DIRECTIONS FOR THIS TASK: Would you give the listing back word for word once its pictures are removed?

··· RECORDS SUPPLIED

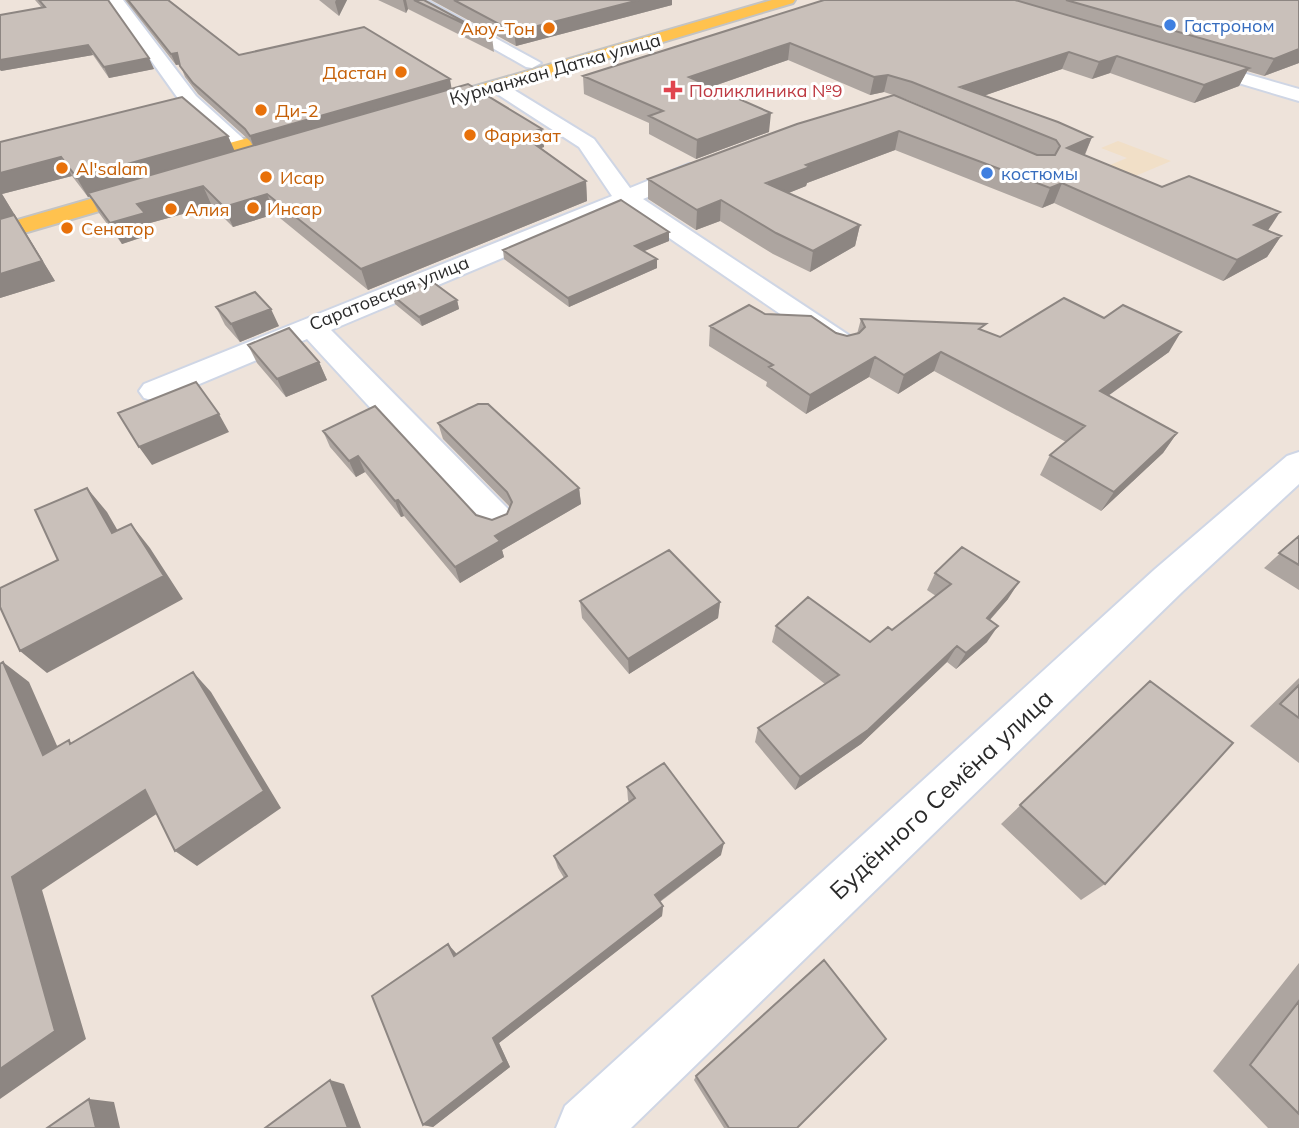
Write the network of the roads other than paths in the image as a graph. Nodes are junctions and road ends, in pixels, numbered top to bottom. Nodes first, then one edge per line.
1 (115, 0) edge
2 (415, 0) edge
3 (752, 0) edge
4 (788, 0) edge
5 (1179, 59) edge
6 (532, 63) junction
7 (498, 86) junction
8 (1299, 95) edge
9 (241, 147) junction
10 (714, 162) edge
11 (624, 197) junction
12 (0, 215) edge
13 (0, 233) edge
14 (310, 325) junction
15 (843, 345) edge
16 (155, 391) dead end
17 (1299, 464) edge
18 (495, 519) edge
19 (587, 1128) edge

1 - 9 street
2 - 6 street
3 - 6 main road, Курманжан Датка улица
4 - 7 main road, Курманжан Датка улица
5 - 8 street
6 - 7 main road, Курманжан Датка улица
7 - 11 street
9 - 12 main road
9 - 13 main road
10 - 11 street, Саратовская улица
11 - 14 street, Саратовская улица
11 - 15 street
14 - 16 street, Саратовская улица
14 - 18 street
17 - 19 street, Будённого Семёна улица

······

EXERCISE RESPONSE:
Write the network of the roads other than paths in the image as a graph. Nodes are junctions and road ends, in pixels, numbered top to bottom. Nodes first, then one edge per line.
1 (115, 0) edge
2 (415, 0) edge
3 (752, 0) edge
4 (788, 0) edge
5 (1179, 59) edge
6 (532, 63) junction
7 (498, 86) junction
8 (1299, 95) edge
9 (241, 147) junction
10 (714, 162) edge
11 (624, 197) junction
12 (0, 215) edge
13 (0, 233) edge
14 (310, 325) junction
15 (843, 345) edge
16 (155, 391) dead end
17 (1299, 464) edge
18 (495, 519) edge
19 (587, 1128) edge

1 - 9 street
2 - 6 street
3 - 6 main road, Курманжан Датка улица
4 - 7 main road, Курманжан Датка улица
5 - 8 street
6 - 7 main road, Курманжан Датка улица
7 - 11 street
9 - 12 main road
9 - 13 main road
10 - 11 street, Саратовская улица
11 - 14 street, Саратовская улица
11 - 15 street
14 - 16 street, Саратовская улица
14 - 18 street
17 - 19 street, Будённого Семёна улица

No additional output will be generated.